Make no mistake, Aloha is not a good film. It has a lot of plot, but the plot is incomprehensible. It features a lot of fine actors, but those actors are given little to do that is fine. There are hints and suggestions and rumors of motifs, symbols, metaphors, and themes throughout the film, but each of those promising aspects are dropped as haphazardly as they pop up. There are times when characters don’t say anything, and it’s funny, because “not talking” is a running gag in the movie. There are also times when characters don’t say anything, because the narrative beat they are acting out wasn’t, apparently, written or shot and had to be constructed out of other footage to give that moment in the story what it needs. Aloha is confounding.

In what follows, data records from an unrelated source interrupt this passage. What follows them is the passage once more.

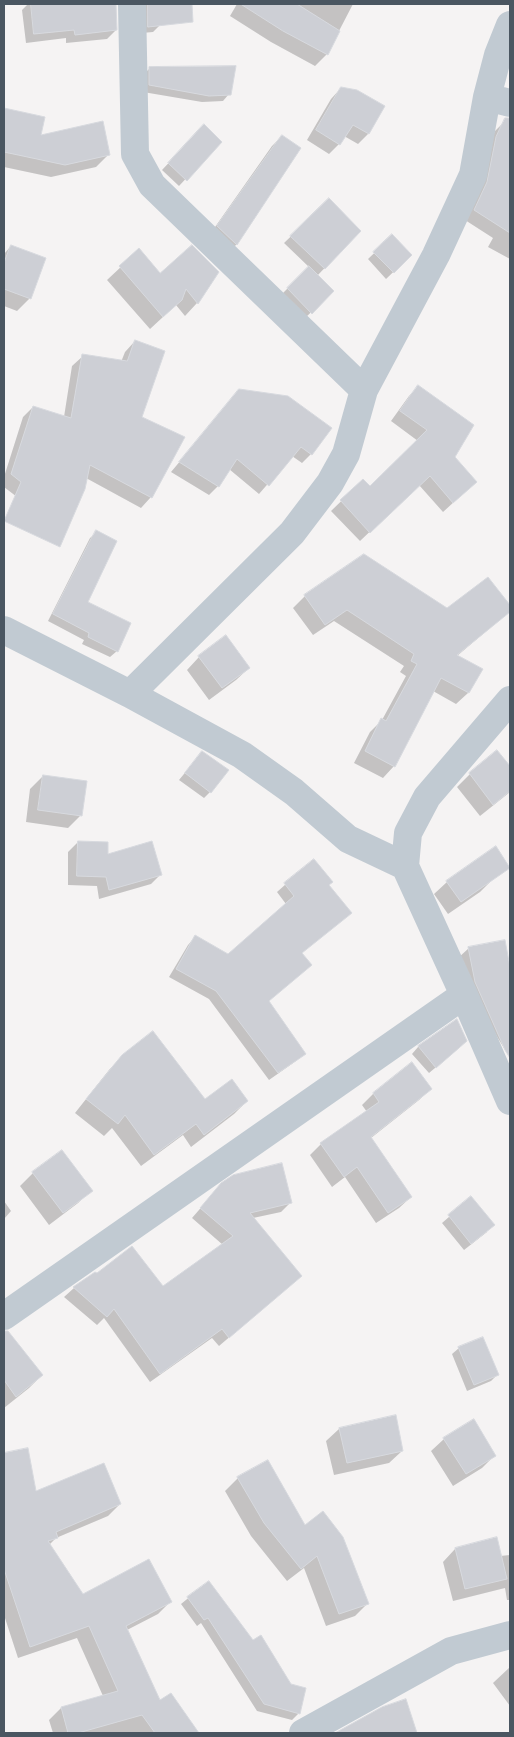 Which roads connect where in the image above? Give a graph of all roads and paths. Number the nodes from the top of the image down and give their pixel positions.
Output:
1 (132, 4) edge
2 (510, 25) edge
3 (499, 100) edge
4 (364, 390) junction
5 (4, 630) edge
6 (130, 694) junction
7 (510, 700) edge
8 (405, 866) junction
9 (464, 995) junction
10 (510, 1101) edge
11 (4, 1316) edge
12 (510, 1635) edge
13 (303, 1733) edge

1 - 4 street
2 - 3 street
3 - 4 street
4 - 6 street
5 - 6 street
6 - 8 street
7 - 8 street
8 - 9 street
9 - 10 street
9 - 11 street
12 - 13 street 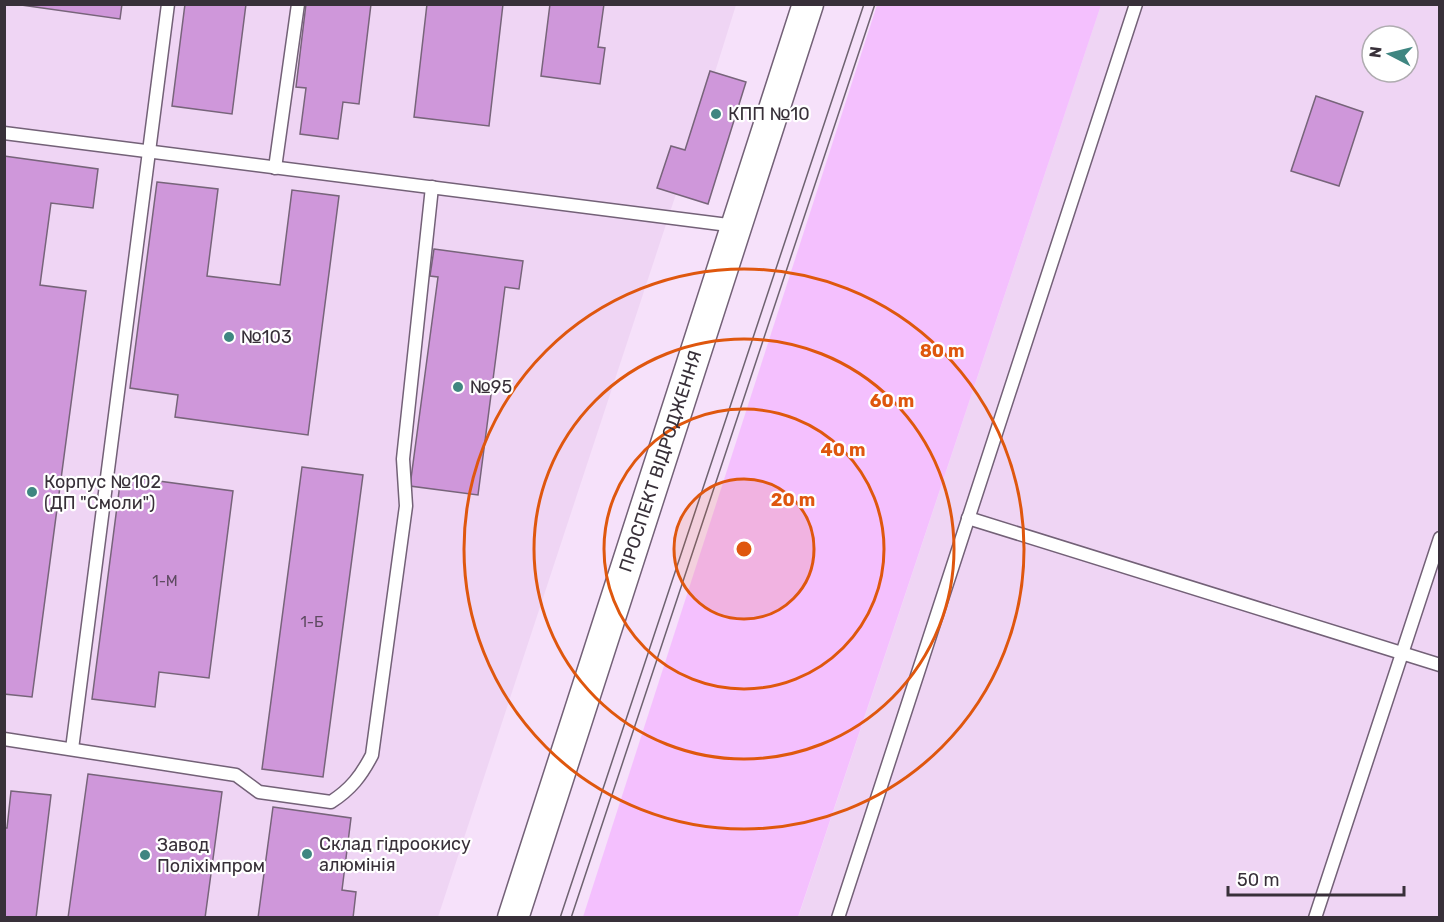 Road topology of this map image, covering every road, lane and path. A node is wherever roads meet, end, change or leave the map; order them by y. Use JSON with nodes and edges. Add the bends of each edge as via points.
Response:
{"nodes":[{"id":1,"x":168,"y":4,"type":"edge"},
{"id":2,"x":298,"y":4,"type":"edge"},
{"id":3,"x":808,"y":4,"type":"edge"},
{"id":4,"x":1136,"y":4,"type":"edge"},
{"id":5,"x":4,"y":133,"type":"edge"},
{"id":6,"x":151,"y":152,"type":"junction"},
{"id":7,"x":275,"y":168,"type":"junction"},
{"id":8,"x":432,"y":188,"type":"junction"},
{"id":9,"x":736,"y":226,"type":"junction"},
{"id":10,"x":968,"y":518,"type":"junction"},
{"id":11,"x":1440,"y":538,"type":"edge"},
{"id":12,"x":1402,"y":654,"type":"junction"},
{"id":13,"x":1440,"y":665,"type":"edge"},
{"id":14,"x":4,"y":738,"type":"edge"},
{"id":15,"x":72,"y":749,"type":"junction"},
{"id":16,"x":513,"y":918,"type":"edge"},
{"id":17,"x":837,"y":918,"type":"edge"},
{"id":18,"x":1315,"y":918,"type":"edge"}],
"edges":[{"from":1,"to":6,"type":"lane"},
{"from":2,"to":7,"type":"lane"},
{"from":3,"to":9,"type":"street","name":"ПРОСПЕКТ ВІДРОДЖЕННЯ"},
{"from":4,"to":10,"type":"lane"},
{"from":5,"to":6,"type":"lane"},
{"from":6,"to":7,"type":"lane"},
{"from":6,"to":15,"type":"lane"},
{"from":7,"to":8,"type":"lane"},
{"from":8,"to":9,"type":"lane"},
{"from":8,"to":15,"type":"lane","via":[[403,459],[406,506],[372,755],[362,773],[350,789],[331,802],[259,792],[236,775]]},
{"from":9,"to":16,"type":"street","name":"ПРОСПЕКТ ВІДРОДЖЕННЯ"},
{"from":10,"to":12,"type":"lane"},
{"from":10,"to":17,"type":"lane"},
{"from":11,"to":12,"type":"lane"},
{"from":12,"to":13,"type":"lane"},
{"from":12,"to":18,"type":"lane"},
{"from":14,"to":15,"type":"lane"}]}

For film geeks like me, movies like Aloha provide a particular kind of pleasure. They enable us to puzzle over just how fascinating the filmmaking process is. It’s as if the movie is inside-out, and we can see all the seams, which provides a unique window into movie-making. Furthermore, Aloha has a good pedigree and yet still turned out terrible. Filmmaking is a precarious endeavor. There are no guarantees of quality, no matter how good your writer, director, or stars are.

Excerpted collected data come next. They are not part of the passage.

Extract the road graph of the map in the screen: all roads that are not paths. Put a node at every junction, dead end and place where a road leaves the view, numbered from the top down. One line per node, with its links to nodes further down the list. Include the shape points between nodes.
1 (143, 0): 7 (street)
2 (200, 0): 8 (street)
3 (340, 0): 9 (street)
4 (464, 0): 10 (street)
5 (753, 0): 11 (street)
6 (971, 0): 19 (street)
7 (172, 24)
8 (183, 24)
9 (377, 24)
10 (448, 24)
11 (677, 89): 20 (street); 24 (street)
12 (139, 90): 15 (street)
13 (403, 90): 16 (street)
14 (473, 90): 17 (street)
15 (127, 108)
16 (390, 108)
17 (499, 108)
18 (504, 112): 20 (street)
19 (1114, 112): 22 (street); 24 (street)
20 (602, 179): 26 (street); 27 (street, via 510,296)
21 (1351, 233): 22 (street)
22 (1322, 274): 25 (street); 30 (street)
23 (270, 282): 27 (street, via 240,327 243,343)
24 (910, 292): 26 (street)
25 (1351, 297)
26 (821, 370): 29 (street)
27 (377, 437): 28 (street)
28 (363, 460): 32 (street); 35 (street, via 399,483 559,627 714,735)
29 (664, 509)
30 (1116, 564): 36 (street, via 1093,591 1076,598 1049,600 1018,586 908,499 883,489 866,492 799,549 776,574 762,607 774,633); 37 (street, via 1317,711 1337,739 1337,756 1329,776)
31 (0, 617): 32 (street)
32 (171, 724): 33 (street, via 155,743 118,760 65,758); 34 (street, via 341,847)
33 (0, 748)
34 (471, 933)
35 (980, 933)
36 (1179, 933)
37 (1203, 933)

Aloha is so odd, I felt like I was missing something the entire time I was watching it, like there must be something Cameron Crowe and crew are trying to do that I was unable to pick up on. Even now, as I write this review, I’m rolling this movie around in my mind looking for a pattern in its disparate parts.

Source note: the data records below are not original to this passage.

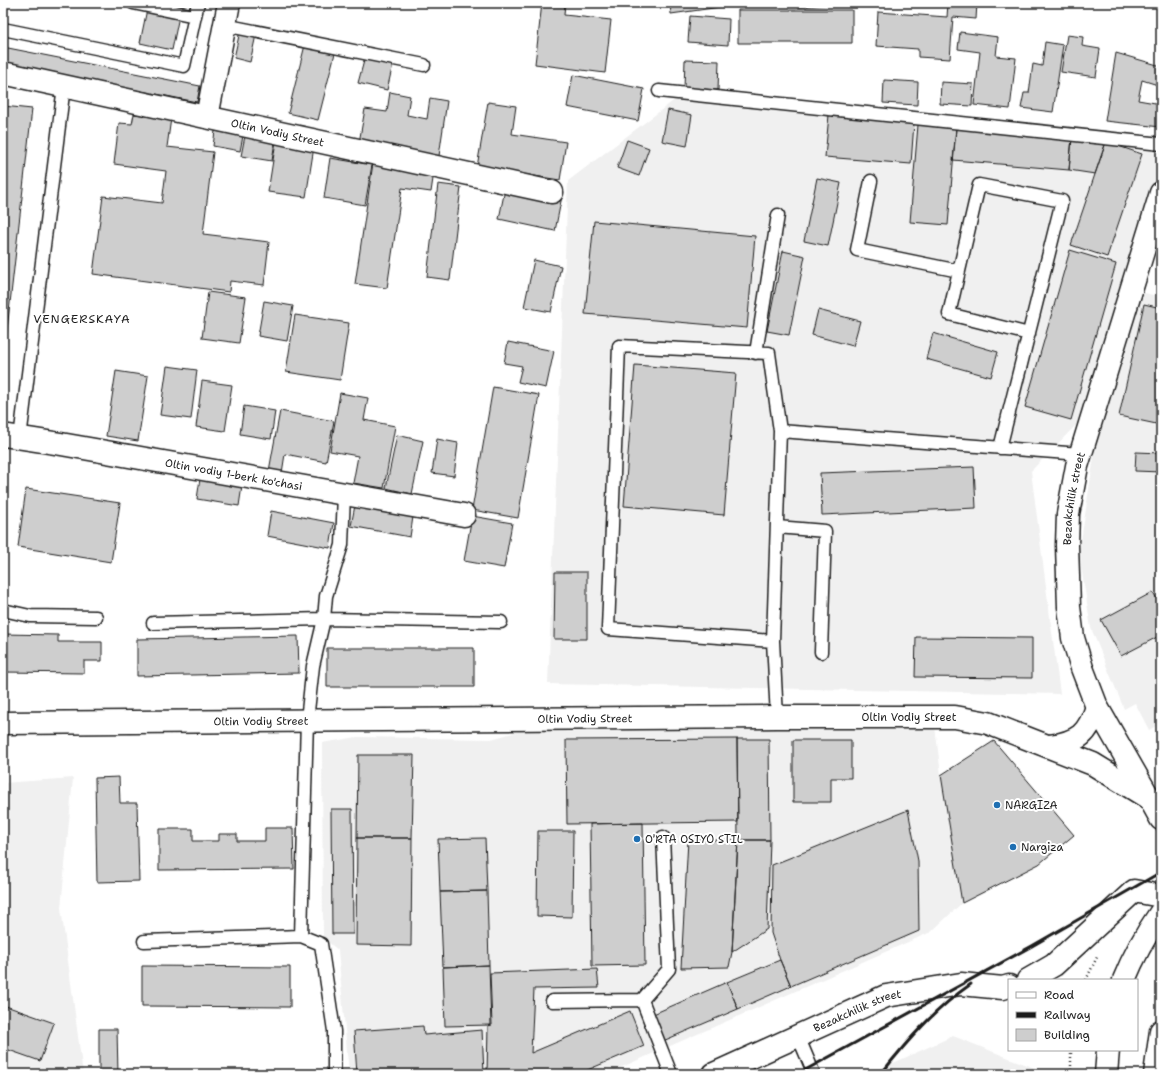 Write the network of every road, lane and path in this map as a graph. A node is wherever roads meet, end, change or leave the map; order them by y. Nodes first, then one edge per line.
1 (133, 3) edge
2 (198, 3) edge
3 (229, 3) edge
4 (195, 16) junction
5 (224, 26) junction
6 (3, 29) edge
7 (424, 65) dead end
8 (3, 73) edge
9 (64, 86) junction
10 (659, 91) dead end
11 (207, 117) junction
12 (1161, 144) edge
13 (871, 181) dead end
14 (552, 192) dead end
15 (1161, 193) edge
16 (778, 215) dead end
17 (959, 271) junction
18 (1029, 334) junction
19 (756, 353) junction
20 (780, 431) junction
21 (11, 436) edge
22 (1000, 448) junction
23 (1081, 454) junction
24 (344, 494) junction
25 (464, 515) dead end
26 (777, 527) junction
27 (3, 610) edge
28 (96, 617) dead end
29 (324, 619) junction
30 (501, 622) dead end
31 (153, 623) dead end
32 (773, 641) junction
33 (821, 652) dead end
34 (1097, 707) junction
35 (777, 717) junction
36 (307, 720) junction
37 (3, 723) edge
38 (1050, 746) junction
39 (1155, 802) edge
40 (1161, 819) edge
41 (663, 837) dead end
42 (1161, 896) edge
43 (1161, 912) edge
44 (301, 936) junction
45 (144, 941) dead end
46 (1030, 979) edge
47 (1124, 979) edge
48 (1008, 986) edge
49 (642, 1000) junction
50 (552, 1001) dead end
51 (1161, 1031) edge
52 (798, 1036) junction
53 (1071, 1051) edge
54 (1108, 1051) edge
55 (334, 1074) edge
56 (671, 1074) edge
57 (714, 1074) edge
58 (814, 1074) edge
59 (1071, 1074) edge
60 (1106, 1074) edge
61 (1155, 1074) edge

1 - 4 lane
2 - 4 lane
3 - 5 street
4 - 6 lane
5 - 7 lane
5 - 11 street
8 - 9 street, Oltin Vodiy Street
9 - 11 street, Oltin Vodiy Street
9 - 21 lane
10 - 12 lane
11 - 14 street, Oltin Vodiy Street
13 - 17 lane
15 - 23 street, Bezakchilik street
16 - 19 lane
17 - 18 lane
17 - 18 lane
18 - 22 lane
19 - 20 lane
19 - 32 lane
20 - 22 lane
20 - 26 lane
21 - 24 street, Oltin vodiy 1-berk ko'chasi
22 - 23 lane
23 - 34 street, Bezakchilik street
24 - 25 street, Oltin vodiy 1-berk ko'chasi
24 - 29 lane
26 - 32 lane
26 - 33 lane
27 - 28 lane
29 - 30 lane
29 - 31 lane
29 - 36 lane
32 - 35 lane
34 - 38 street
34 - 39 street, Bezakchilik street
35 - 36 street, Oltin Vodiy Street
35 - 38 street, Oltin Vodiy Street
36 - 37 street, Oltin Vodiy Street
36 - 44 lane
38 - 39 street, Oltin Vodiy Street
39 - 40 street, Oltin Vodiy Street
41 - 49 lane
42 - 46 street
43 - 47 street
44 - 45 lane
44 - 55 lane
48 - 52 street, Bezakchilik street
49 - 50 lane
49 - 56 lane
51 - 61 street
52 - 57 street, Bezakchilik street
52 - 58 lane
53 - 59 path
54 - 60 street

Many of the film’s moments are good. Of course, those good moments aren’t connected narratively to any other part of the movie, but the moments themselves are still good. There’s an instance of real pathos that features Bradley Cooper and Danielle Rose Russell, but it is completely unearned by the rest of the film. Emma Stone and Bill Murray dance at one point. It’s a sequence I’m so happy exists, but it makes zero sense narratively. Bradley Cooper saves the day by doing something that ought to stand as a capital-s Symbol to include on Cameron Crowe’s lifetime achievement award highlight reel, but it feels as if the movie itself is ignorant of the moment’s potential metaphorical power.
Maybe Aloha would have been better as a song. Then, it’s “story”—and I use that term loosely—could have been suggested instead of necessarily explicated. The emotionally resonant moments could have stood on their own without the need to connect them to the spine of a plot. They could have been brought together by a musical theme and a catchy chorus instead of an indecipherable plot that borders on something from a bad James Bond movie.
But Aloha isn’t a song. It’s a movie, sort of, and a coming-of-age movie with an espionage sub-plot at that, so it needs to make sense. It does not. From its peculiar Hawaiian history juxtaposed with space race footage opening credits sequence to its inexplicable burial scene at the end, Aloha simply, mysteriously exists. Cameron Crowe calls this movie a “love letter to Hawaii” and has asked audiences to interact with it in that spirit. Hawaii is a place known for its sense of chill. Maybe that is the best way to interact with Aloha. Just let it be, man. Let it be.